Humanity is facing an enormous and growing worldwide threat from the emergence of multi-drug-resistant (MDR) Gram-negative bacteria such as Escherichia coli, Klebsiella pneumoniae, and Acinetobacter baumannii. Polymyxin B and E (colistin) constitute the last-line therapies for treating MDR Gram-negative bacteria. Polymyxin is a cationic antibacterial peptide that can destroy the outer membrane of Gram-negative bacteria. With the increasing clinical application of polymyxin, however, there have been many reports of the occurrence of polymyxin-resistant Gram-negative bacteria. This resistance is mainly mediated by the modification or complete loss of lipopolysaccharide (LPS). LPS is also a virulence factor of Gram-negative bacteria, and alterations of LPS may correlate with virulence.
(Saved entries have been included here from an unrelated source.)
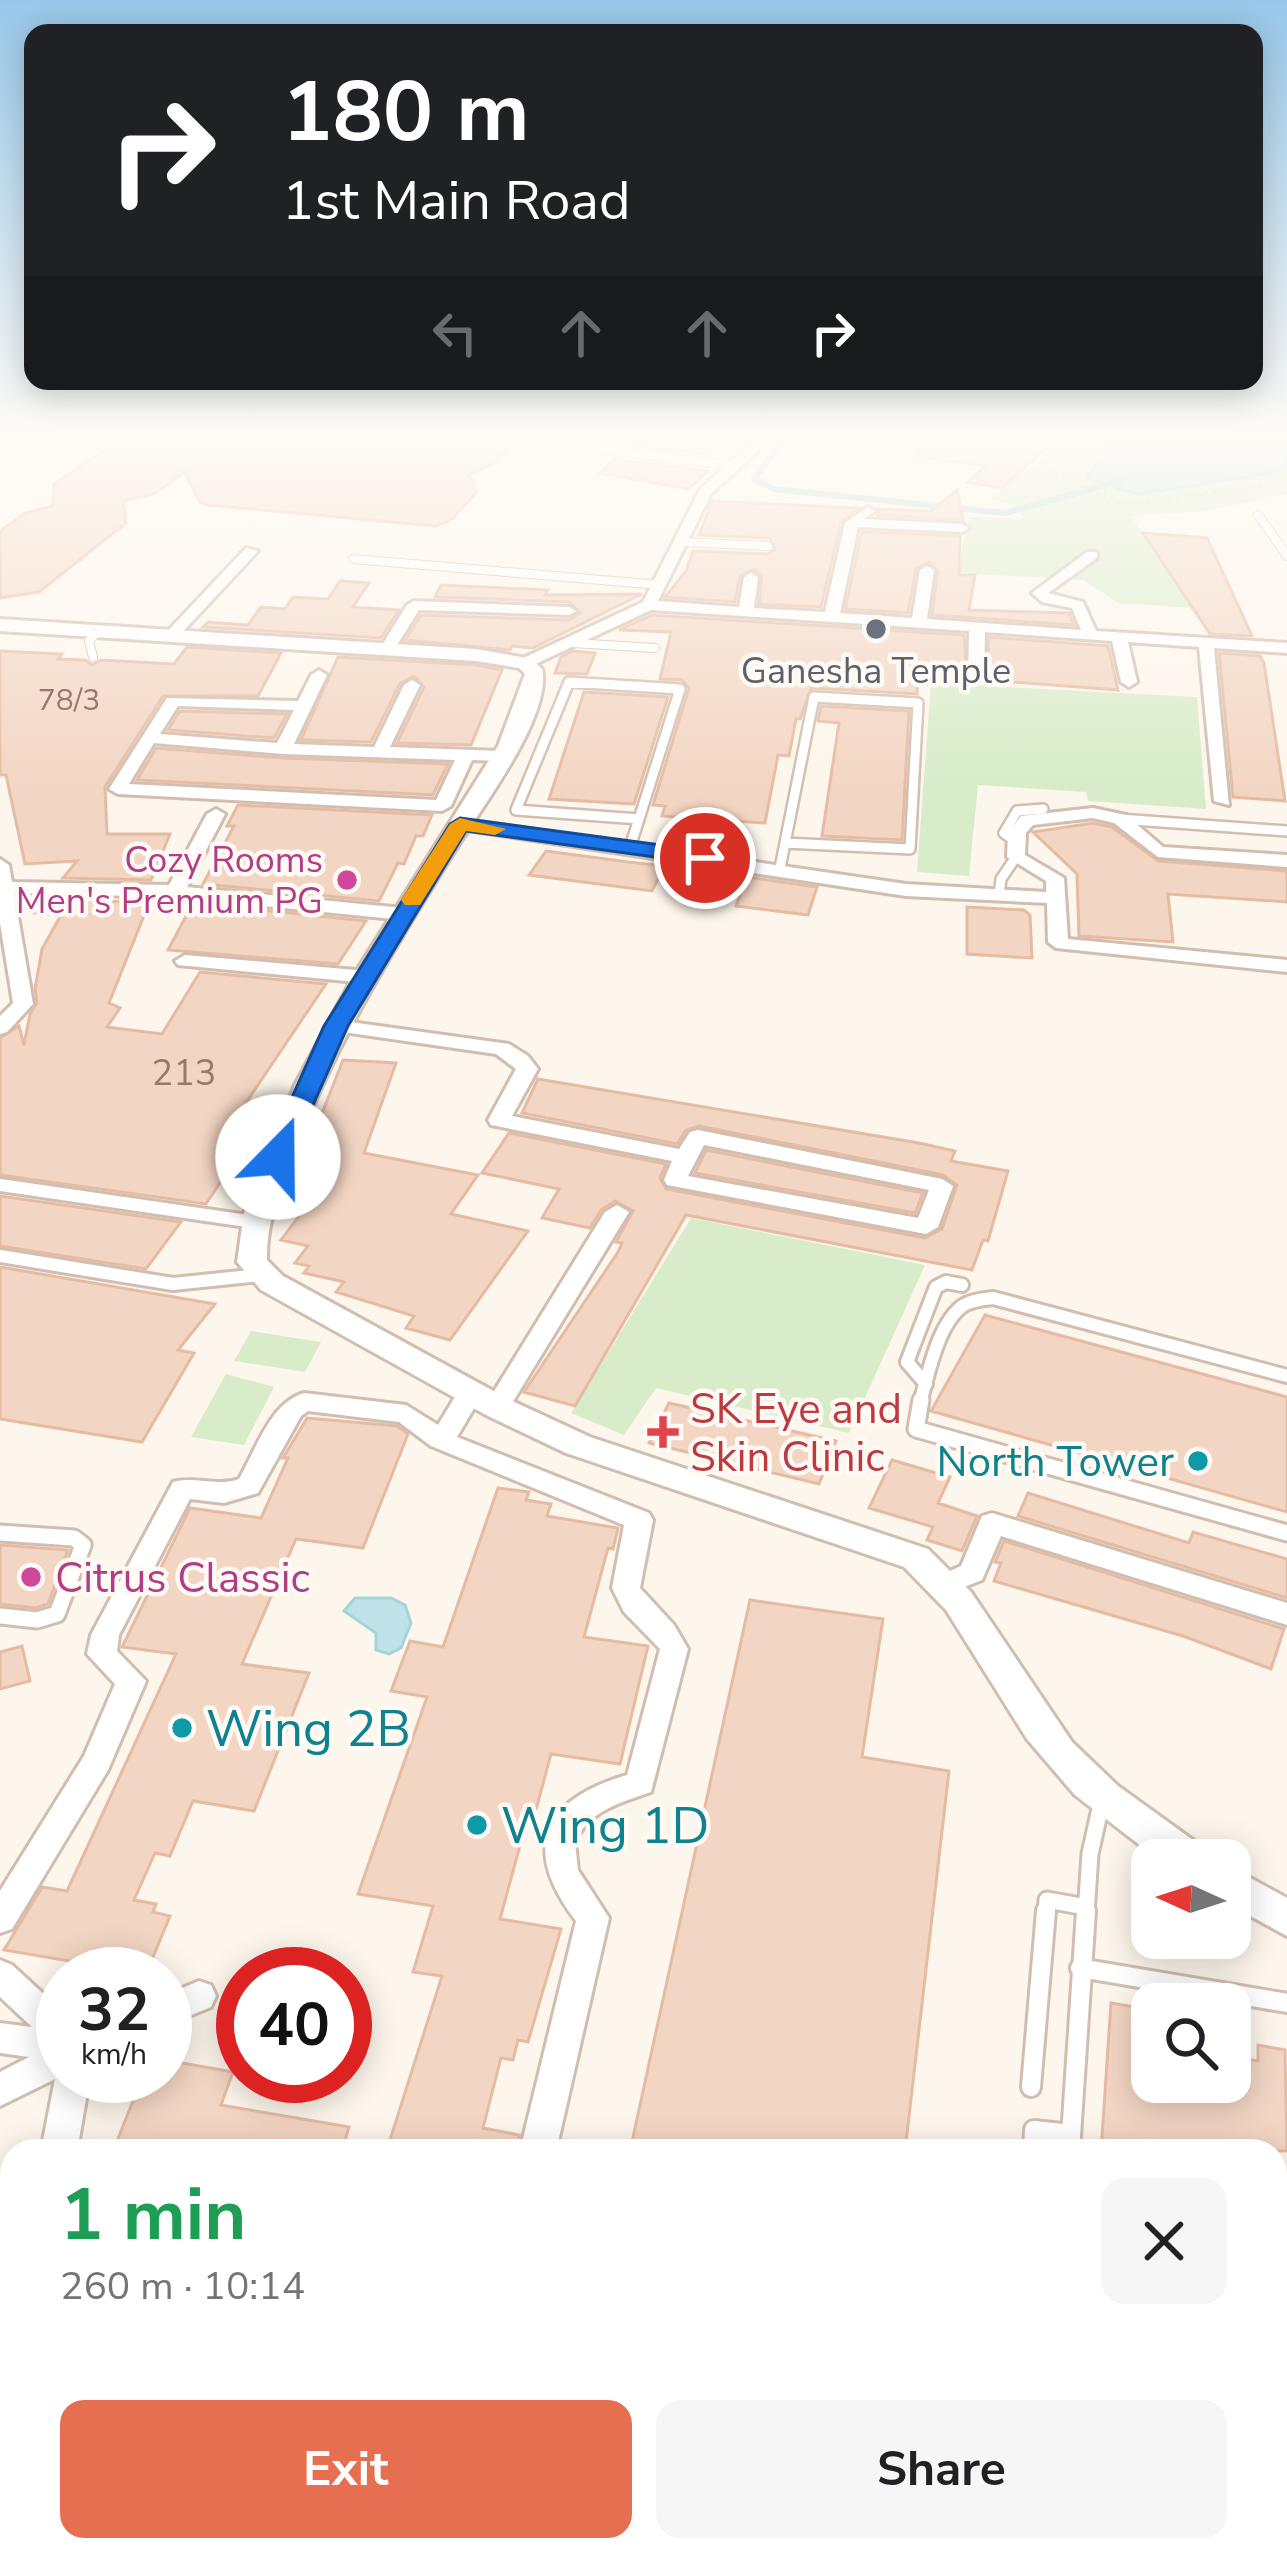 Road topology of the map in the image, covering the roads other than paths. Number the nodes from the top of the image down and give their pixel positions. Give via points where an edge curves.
1 (249, 552) edge
2 (677, 552) edge
3 (846, 552) edge
4 (1091, 555) dead end
5 (353, 559) dead end
6 (927, 570) dead end
7 (751, 578) dead end
8 (660, 585) junction
9 (649, 605) junction
10 (746, 610) junction
11 (568, 611) dead end
12 (832, 615) junction
13 (919, 623) junction
14 (0, 625) edge
15 (977, 628) junction
16 (97, 632) junction
17 (1091, 636) junction
18 (169, 638) junction
19 (1118, 638) junction
20 (1206, 642) junction
21 (573, 643) junction
22 (655, 648) dead end
23 (1287, 648) edge
24 (387, 650) junction
25 (92, 657) dead end
26 (526, 663) junction
27 (319, 675) dead end
28 (976, 676) dead end
29 (1129, 682) dead end
30 (412, 685) dead end
31 (304, 706) junction
32 (516, 727) junction
33 (550, 729) junction
34 (149, 738) junction
35 (283, 749) junction
36 (379, 753) junction
37 (466, 754) junction
38 (501, 755) junction
39 (1223, 801) dead end
40 (1043, 809) dead end
41 (216, 814) dead end
42 (639, 819) junction
43 (1120, 819) junction
44 (460, 824) junction
45 (1287, 831) edge
46 (785, 843) junction
47 (630, 847) junction
48 (1017, 850) junction
49 (1287, 862) edge
50 (780, 868) junction
51 (2, 873) edge
52 (175, 891) junction
53 (999, 895) junction
54 (1058, 898) junction
55 (403, 914) junction
56 (7, 945) edge
57 (185, 961) dead end
58 (1287, 966) edge
59 (367, 977) junction
60 (336, 1026) junction
61 (0, 1028) edge
62 (685, 1157) junction
63 (0, 1185) edge
64 (617, 1212) dead end
65 (255, 1222) junction
66 (0, 1256) edge
67 (261, 1275) junction
68 (962, 1285) dead end
69 (1287, 1376) edge
70 (926, 1384) junction
71 (484, 1400) junction
72 (440, 1441) junction
73 (1287, 1532) edge
74 (0, 1533) edge
75 (949, 1583) junction
76 (1287, 1614) edge
77 (0, 1616) edge
78 (1102, 1798) junction
79 (1160, 1839) edge
80 (1251, 1897) edge
81 (1086, 1907) junction
82 (0, 1918) edge
83 (1287, 1919) edge
84 (1080, 1968) junction
85 (0, 1975) edge
86 (199, 1996) dead end
87 (192, 1999) edge
88 (1287, 2003) edge
89 (36, 2009) edge
90 (0, 2038) edge
91 (36, 2043) edge
92 (36, 2071) edge
93 (1031, 2087) dead end
94 (0, 2090) edge
95 (68, 2103) edge
96 (61, 2139) edge
97 (541, 2139) edge
98 (1034, 2139) edge
99 (1061, 2139) edge
100 (1070, 2139) edge

1 - 18 street
2 - 8 street
3 - 12 street
4 - 17 street via 1039,593 1078,605
5 - 8 lane
6 - 13 street
7 - 10 street
8 - 9 street
9 - 10 street
9 - 21 street
10 - 12 street
11 - 24 street via 414,605
12 - 13 street
13 - 15 street
14 - 16 street
15 - 17 street
15 - 28 street
16 - 18 street
16 - 25 lane via 89,641
17 - 19 street
18 - 24 street
19 - 20 street
19 - 29 street
20 - 23 street
20 - 39 street
21 - 22 lane
21 - 26 street
24 - 26 street
26 - 32 street via 535,673
27 - 31 street
30 - 36 street
31 - 34 street via 173,700
31 - 35 street
32 - 33 lane
32 - 38 street
33 - 42 lane via 516,810
33 - 42 lane via 569,682 680,689
34 - 35 street
34 - 37 street via 118,789 442,806
35 - 36 street
36 - 37 street
37 - 38 street
38 - 44 street
40 - 48 lane via 1017,811 1004,833
41 - 52 street
42 - 47 lane
43 - 45 lane
43 - 48 street via 1071,812 1027,820
43 - 49 street via 1158,852
44 - 47 street
44 - 55 street
46 - 46 lane via 814,697 918,704 910,849
46 - 50 lane
47 - 50 street
48 - 53 lane
48 - 54 street via 1054,878
50 - 53 street via 906,890
51 - 52 street
51 - 56 street
52 - 55 street
53 - 54 street
54 - 58 street via 1058,942 1070,948
55 - 59 street
56 - 61 street via 23,1004
57 - 59 street
59 - 60 street
60 - 62 street via 502,1048 526,1070 499,1120
60 - 65 street
62 - 62 street via 675,1180 926,1227 942,1186 698,1137
63 - 65 lane
64 - 71 street
65 - 67 street via 252,1262
66 - 67 lane via 173,1284
67 - 71 street
68 - 70 lane via 936,1287 907,1362
69 - 70 lane via 992,1298 967,1302 955,1314
70 - 73 lane via 916,1429
71 - 72 street
71 - 75 street via 578,1445 916,1558
72 - 82 street via 406,1414 304,1402 291,1410 249,1486 182,1489 106,1636 102,1654 131,1681 123,1701 97,1760
72 - 97 street via 639,1520 625,1585 674,1649 640,1783 598,1797 573,1816 559,1844 558,1868 593,1918
74 - 77 lane via 74,1538 83,1553 57,1613
75 - 76 street via 972,1573 992,1522
75 - 78 street via 1057,1750
78 - 79 street
78 - 81 lane
80 - 83 street
81 - 84 lane
81 - 93 lane via 1047,1900
84 - 88 lane
84 - 100 lane
85 - 89 street
86 - 87 street
90 - 91 street
92 - 94 street
95 - 96 street
98 - 99 lane via 1034,2130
Although it is generally believed that the biological costs associated with drug resistance may enable benign susceptible bacteria to overcome resistant bacteria when antibiotic pressure is reduced, some studies have shown that polymyxin-resistant bacteria are associated with higher virulence and greater fitness compared with their susceptible counterparts. To predict the development of polymyxin resistance and evaluate interventions for its mitigation, it is important to understand the relative biological cost of polymyxin resistance compared with susceptibility. The impact of polymyxin resistance mechanisms on the virulence and fitness of these three Gram-negative bacteria are summarized in this review.